What are the pros and cons of a 100% HTTPS site?

Question

First, let me admit that what I know about HTTPS is pretty rudimentary. I don't know much about session security, encryption, or how either of those things is supposed to be done.

What I do know is that web security is important; that horror stories of XSS, CSRF, and database injections pop up over and over again. I know that a preventative stance against such exploits is better than a reactive one.

But the motivation for this question comes from a different point of view. I work at a site that regularly accepts payment from users. Obviously, the payments are sent over a secure channel (HTTPS). I mainly work on the CSS, HTML, and JavaScript of the site. What I've been told is that it is necessary to duplicate CSS, JavaScript, and image files before they can be called over HTTPS. So assume I have the following files:

• css/global.css
• js/global.js
• images/
  • logo.png
  • bg.png

The way I understand it, these files need to be duplicated before they can be "added" to the HTTPS. So a file can either be under security (HTTPS) or not.

If this is true, then this is a major hindrance. In even the smallest site, it would be a major pain to duplicate files and then have to maintain them every time you make a CSS or JS change. Obviously this could be alleviated by moving everything into the HTTPS.

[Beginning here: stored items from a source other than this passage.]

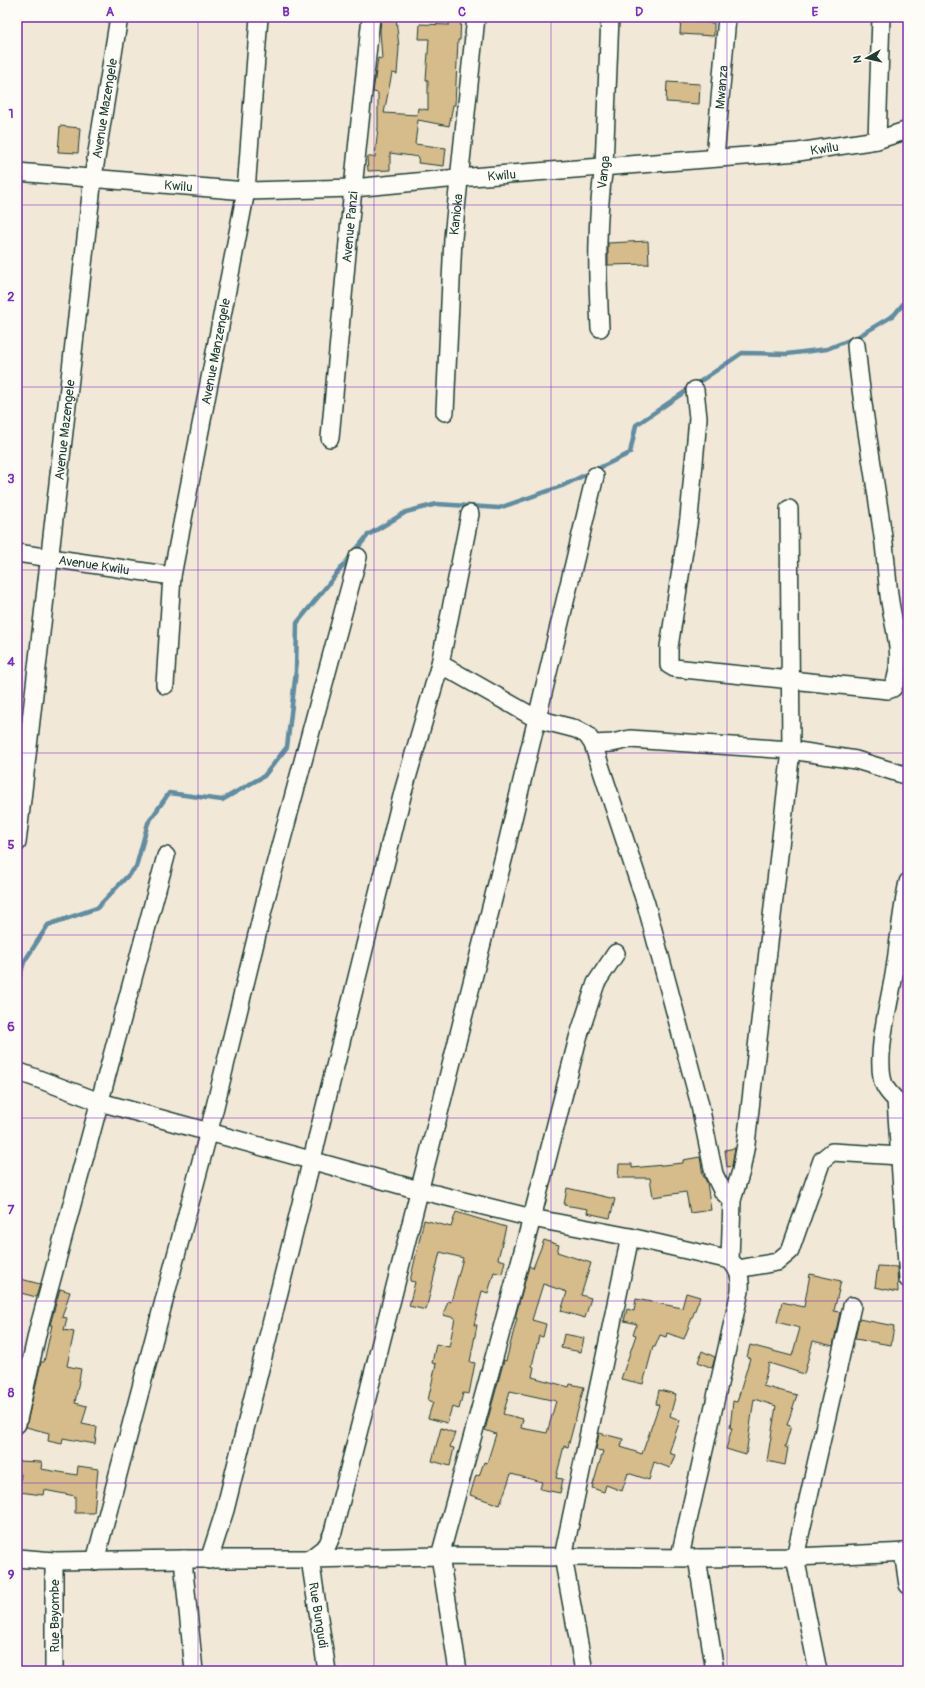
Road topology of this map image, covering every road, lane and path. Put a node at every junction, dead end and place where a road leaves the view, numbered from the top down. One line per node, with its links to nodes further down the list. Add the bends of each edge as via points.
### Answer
1 (119, 17): 13 (street, Avenue Mazengele)
2 (259, 17): 16 (street, Avenue Manzengele)
3 (371, 17): 15 (street, Avenue Panzi)
4 (476, 17): 14 (street, Kanioka)
5 (610, 17): 11 (street, Vanga)
6 (726, 17): 10 (street, Mwanza)
7 (881, 17): 9 (street)
8 (908, 130): 9 (street, Kwilu)
9 (877, 140): 10 (street, Kwilu, via 798,152)
10 (715, 158): 11 (street, Kwilu)
11 (604, 166): 14 (street, Kwilu); 17 (street, Vanga, via 600,188 596,272)
12 (17, 172): 13 (street, Kwilu)
13 (93, 178): 16 (street, Kwilu); 26 (street, Avenue Mazengele)
14 (458, 178): 15 (street, Kwilu); 20 (street, Kanioka)
15 (353, 188): 16 (street, Kwilu); 21 (street, Avenue Panzi)
16 (246, 191): 28 (street, Avenue Manzengele)
17 (600, 328)
18 (856, 345): 30 (street, via 863,416 884,545 889,597 899,642 898,677 894,688 888,690)
19 (695, 390): 30 (street, via 698,418 689,518 669,647 669,665 674,668)
20 (445, 412)
21 (330, 438)
22 (595, 476): 32 (street)
23 (789, 509): 30 (street)
24 (470, 514): 29 (street)
25 (17, 553): 26 (street, Avenue Kwilu)
26 (51, 557): 28 (street, Avenue Kwilu); 36 (street, Avenue Mazengele)
27 (358, 557): 43 (street, via 265,902)
28 (172, 576): 31 (street, Avenue Manzengele)
29 (440, 664): 32 (street); 45 (street, via 404,792)
30 (790, 679): 34 (street)
31 (165, 685)
32 (537, 719): 33 (street, via 576,729 587,735); 46 (street)
33 (593, 744): 34 (street, via 630,739); 47 (street, via 646,904 699,1102 714,1174 723,1192)
34 (791, 750): 35 (street, via 856,760); 47 (street, via 746,1144)
35 (908, 776)
36 (17, 843)
37 (166, 856): 42 (street)
38 (908, 882): 41 (street, via 901,911 881,1066 882,1079 887,1091)
39 (616, 953): 48 (street, via 596,983 578,1038)
40 (17, 1071): 42 (street)
41 (902, 1099): 44 (street)
42 (100, 1102): 43 (street); 53 (street, via 38,1330)
43 (209, 1131): 45 (street); 65 (street)
44 (900, 1156): 50 (street, via 832,1152 826,1155 790,1251 777,1262); 51 (street)
45 (313, 1160): 46 (street); 62 (street, via 225,1510)
46 (419, 1190): 48 (street); 63 (street, via 333,1532 327,1546)
47 (732, 1200): 50 (street)
48 (532, 1218): 49 (street); 55 (street)
49 (630, 1237): 50 (street); 60 (street)
50 (734, 1265): 56 (street, via 741,1280 740,1291)
51 (908, 1279)
52 (852, 1306): 57 (street)
53 (17, 1424)
54 (906, 1552): 57 (street); 66 (street)
55 (440, 1556): 60 (street); 63 (street); 70 (street)
56 (680, 1556): 60 (street); 61 (street)
57 (795, 1557): 61 (street); 73 (street)
58 (17, 1558): 64 (street)
59 (184, 1558): 62 (street); 65 (street); 68 (street)
60 (563, 1558): 71 (street)
61 (697, 1558): 72 (street)
62 (209, 1560): 63 (street)
63 (310, 1560): 69 (street, Rue Bungudi)
64 (54, 1561): 65 (street); 67 (street, Rue Bayombe)
65 (95, 1561)
66 (908, 1585)
67 (54, 1671)
68 (194, 1671)
69 (327, 1671)
70 (458, 1671)
71 (584, 1671)
72 (715, 1671)
73 (818, 1671)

So what I want to know is, what are the pros and cons of a site that is completely behind HTTPS? Does it cause noticeable overhead? Is it just foolish to place the entire site under encryption? Would users feel safer seeing the "secure" notifications in their browser during their entire visit? And last but not least, does it truly make for a more secure site? What can HTTPS not protect against?

Answer 1

You can serve the same content via HTTPS as you do via HTTP (just point it to the same document root).

Cons that may be major or minor, depending:

1. serving content over HTTPS is slower than serving it via HTTP.
2. certificates signed by well-known authorities can be expensive
3. if you don't have a certificate signed by a trusted authority (eg, you sign it yourself), visitors will get a warning

Those are pretty basic, but just a few things to note. Also, personally, I feel much better seeing that the entire site is HTTPS if it's anything related to financial stuff, obviously, but as far as general browsing, no, I don't care.

Answer 2

Noticeable overhead? Yes, but that matters less and less these days as clients and servers are much faster.

You don't need to make a copy of everything, but you do need to make those files accessible via HTTPS. Your HTTPS and HTTP services can use the same doc root.

Is it foolish to put the whole site under encryption? Typically no.

Would users feel safer? Probably.

Does it truly make for a more secure site? Only when dealing with the communication channel between the client and the server. Everything else is still up for grabs.